In all fairness, Ms. Linda is brilliant and she has built her blog with tenacity and sheer brilliance. Her blog has become akin to the public sphere where topical issues have been discussed in times past. I remember vividly how her blog gave Banky W a veritable platform to respond to the damaging article of Rueben Abati titled ‘A Nation’s Identity Crisis’ in 2009. Her dedication created relevance for the infamous ABSU rape case and ensured that it was treated with all the seriousness it deserve.


These compelling points notwithstanding, Ms. Linda is a very careless reporter and her desperation to report anything and everything that can garner followership compromises her values, morals and judgement. Her recent exchange with Kola Boof and the Ndako family, who were victims in the tragic Dana Airlines crash, are cases in point. So when Mr. Fawehinmi states that he finds it hard to believe that Ms. Ikeji overstated the figure of the house deliberately, coming from the scandals that have trailed her blog, it is not something one can put past her! While I do not advocate the censorship of her stories by the government, it is important that we who are members of civil society call her to order. With her kind of followership (impressive I must confess), she owes it to society to publish the truth. If she publishes something that is unverified, she has to be called out on it - irrespective of whether the subject is a government official or not! Ms. Linda Ikeji has been called all manner of despicable names by people her posts have offended in the past.


To get all agitated about a response from Mr. Mofe-Damijo, simply because he is a government official is insane! I strongly believe that because Linda Ikeji has not been adequately apprised of the damaging effects of some of her stories, she has continued with impunity and has ‘inspired’ others in her wake (Ladun Liadi is a case in point). It is the same journalistic recklessness, which is anchored on the faulty argument that ‘we are free to say what we want about government’ that has so permeated the reportage on Sahara Reporters such that they have lost their credibility. What should be a platform that serves as the voice of the common man in Nigeria has shamefully paraded itself as inanity on rampage, a swiftness to publish anything and everything anti-government without validating their facts. Perhaps Mr. Fawehinmi would also support the brand of reporting that Sahara Reporters endorses.


While commenting on RMD’s intention about a civil law suit, Mr. Fawehinmi explicates on the burden of proof but forgets that this also a major stumbling block for we in society. How can we prove beyond a reasonable doubt that RMD’s house was built from the largesse he acquired from government? No allegation has been made against him thus far.

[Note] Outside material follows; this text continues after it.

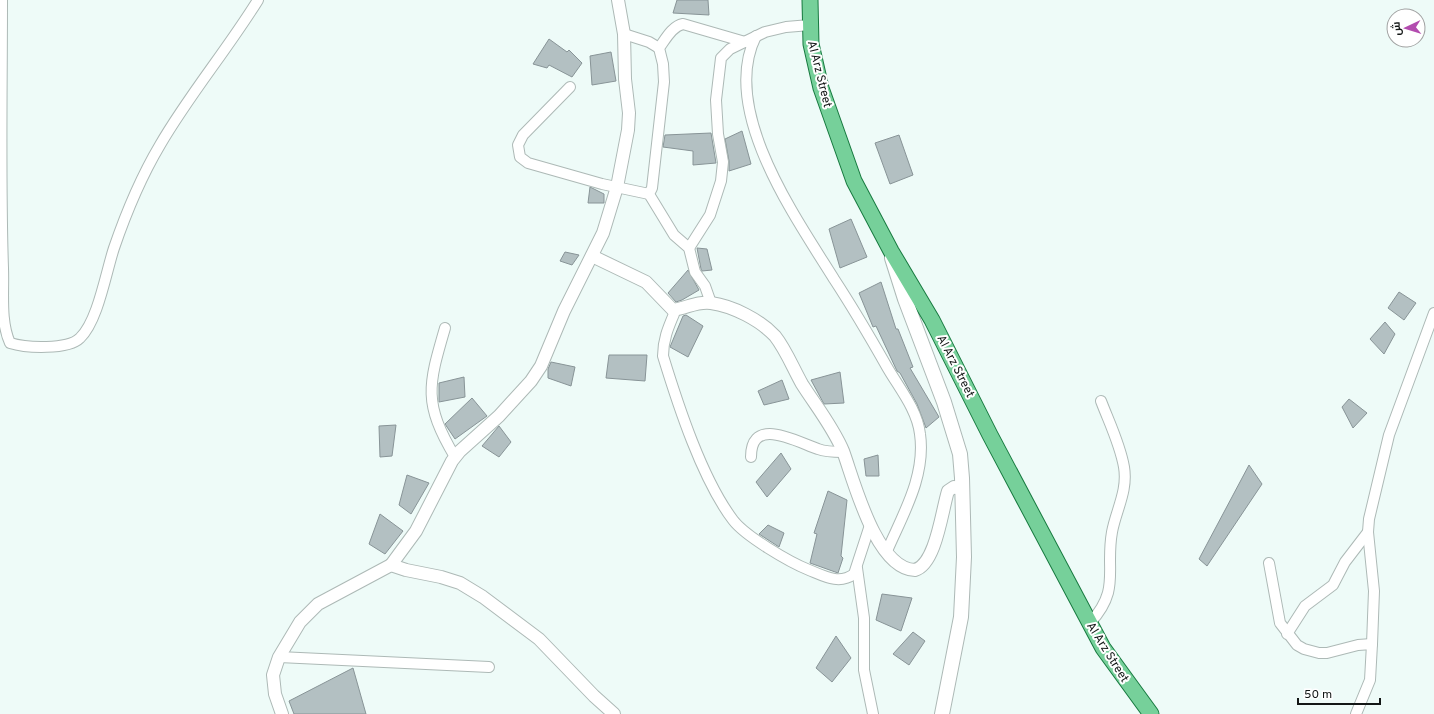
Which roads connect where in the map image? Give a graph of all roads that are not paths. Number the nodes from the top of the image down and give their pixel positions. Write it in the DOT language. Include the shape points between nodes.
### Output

If he was connected with a certain misappropriation of funds, do call him out on it. But so far, so good, nothing of the nature has been done. I strongly believe that we should hold ourselves to the very standards by which we hold government officials to. Reckless reporting is just as much a clog in the machinery of governance as ineptitude, greed and the perversion of office holders. If we descend to the abominable depths of publishing or saying anything we like about the government, we have simply become the beast we are trying so hard to fight.


So Mr Fawehinmi, spreading falsehood about government officials is no victory! It would not broaden our power base nor would it ensure that we win the battle against death and dearth. It will only damage the credibility of the few good ones among them and dampen the resolve of those preparing to enter government and make a change.